Work instruction
Write the following entries out again exactly, skipping each image.

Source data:
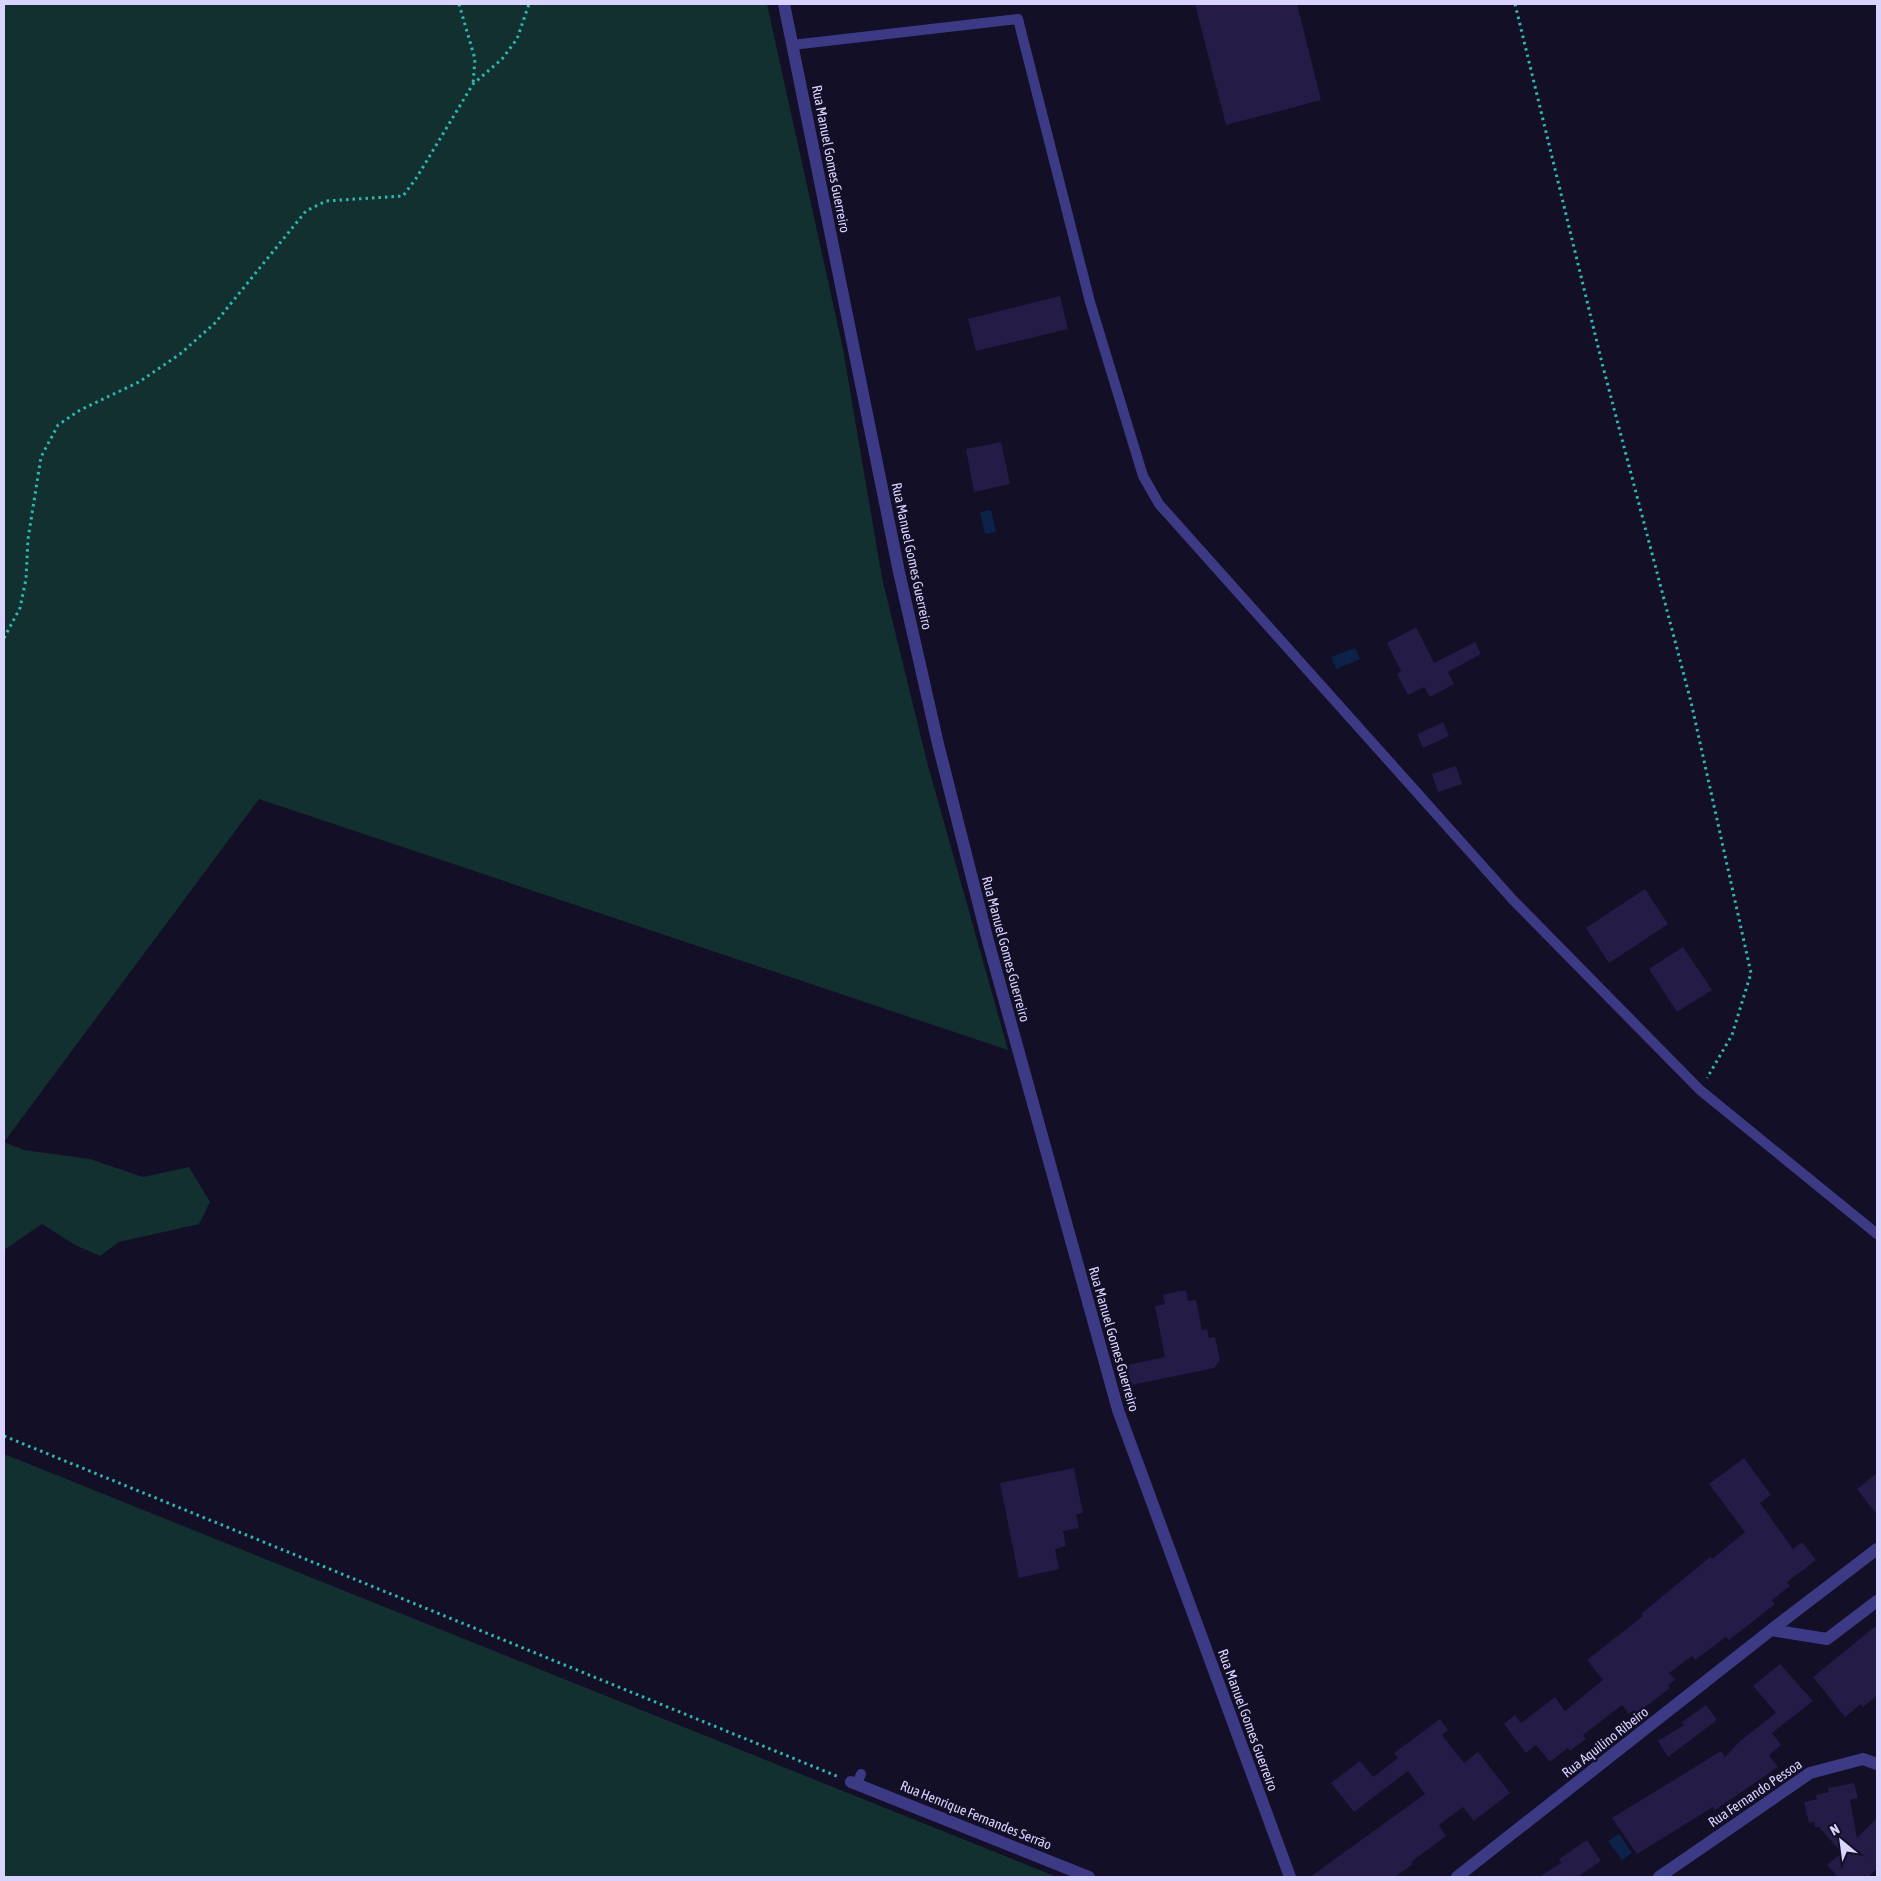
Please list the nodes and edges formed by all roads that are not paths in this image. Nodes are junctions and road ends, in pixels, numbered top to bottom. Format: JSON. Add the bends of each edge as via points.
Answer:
{"nodes":[{"id":1,"x":784,"y":4,"type":"edge"},
{"id":2,"x":792,"y":45,"type":"junction"},
{"id":3,"x":1877,"y":1234,"type":"edge"},
{"id":4,"x":1877,"y":1550,"type":"edge"},
{"id":5,"x":1877,"y":1601,"type":"edge"},
{"id":6,"x":1771,"y":1630,"type":"junction"},
{"id":7,"x":1877,"y":1764,"type":"edge"},
{"id":8,"x":856,"y":1780,"type":"road end"},
{"id":9,"x":1089,"y":1877,"type":"edge"},
{"id":10,"x":1290,"y":1877,"type":"edge"},
{"id":11,"x":1457,"y":1877,"type":"edge"},
{"id":12,"x":1659,"y":1877,"type":"edge"}],
"edges":[{"from":1,"to":2,"type":"street","name":"Rua Manuel Gomes Guerreiro"},
{"from":2,"to":3,"type":"lane","via":[[1018,19],[1090,302],[1143,476],[1159,504],[1513,900],[1700,1090]]},
{"from":2,"to":10,"type":"street","name":"Rua Manuel Gomes Guerreiro","via":[[899,572],[988,941],[1118,1410]]},
{"from":4,"to":6,"type":"street","name":"Rua Aquilino Ribeiro"},
{"from":5,"to":6,"type":"street","via":[[1827,1638]]},
{"from":6,"to":11,"type":"street","name":"Rua Aquilino Ribeiro"},
{"from":7,"to":12,"type":"street","name":"Rua Fernando Pessoa","via":[[1863,1759],[1810,1773]]},
{"from":8,"to":9,"type":"street","name":"Rua Henrique Fernandes Serrão"}]}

Written reply
Please list the nodes and edges formed by all roads that are not paths in this image. Nodes are junctions and road ends, in pixels, numbered top to bottom. Format: JSON. Add the bends of each edge as via points.
Answer:
{"nodes":[{"id":1,"x":784,"y":4,"type":"edge"},
{"id":2,"x":792,"y":45,"type":"junction"},
{"id":3,"x":1877,"y":1234,"type":"edge"},
{"id":4,"x":1877,"y":1550,"type":"edge"},
{"id":5,"x":1877,"y":1601,"type":"edge"},
{"id":6,"x":1771,"y":1630,"type":"junction"},
{"id":7,"x":1877,"y":1764,"type":"edge"},
{"id":8,"x":856,"y":1780,"type":"road end"},
{"id":9,"x":1089,"y":1877,"type":"edge"},
{"id":10,"x":1290,"y":1877,"type":"edge"},
{"id":11,"x":1457,"y":1877,"type":"edge"},
{"id":12,"x":1659,"y":1877,"type":"edge"}],
"edges":[{"from":1,"to":2,"type":"street","name":"Rua Manuel Gomes Guerreiro"},
{"from":2,"to":3,"type":"lane","via":[[1018,19],[1090,302],[1143,476],[1159,504],[1513,900],[1700,1090]]},
{"from":2,"to":10,"type":"street","name":"Rua Manuel Gomes Guerreiro","via":[[899,572],[988,941],[1118,1410]]},
{"from":4,"to":6,"type":"street","name":"Rua Aquilino Ribeiro"},
{"from":5,"to":6,"type":"street","via":[[1827,1638]]},
{"from":6,"to":11,"type":"street","name":"Rua Aquilino Ribeiro"},
{"from":7,"to":12,"type":"street","name":"Rua Fernando Pessoa","via":[[1863,1759],[1810,1773]]},
{"from":8,"to":9,"type":"street","name":"Rua Henrique Fernandes Serrão"}]}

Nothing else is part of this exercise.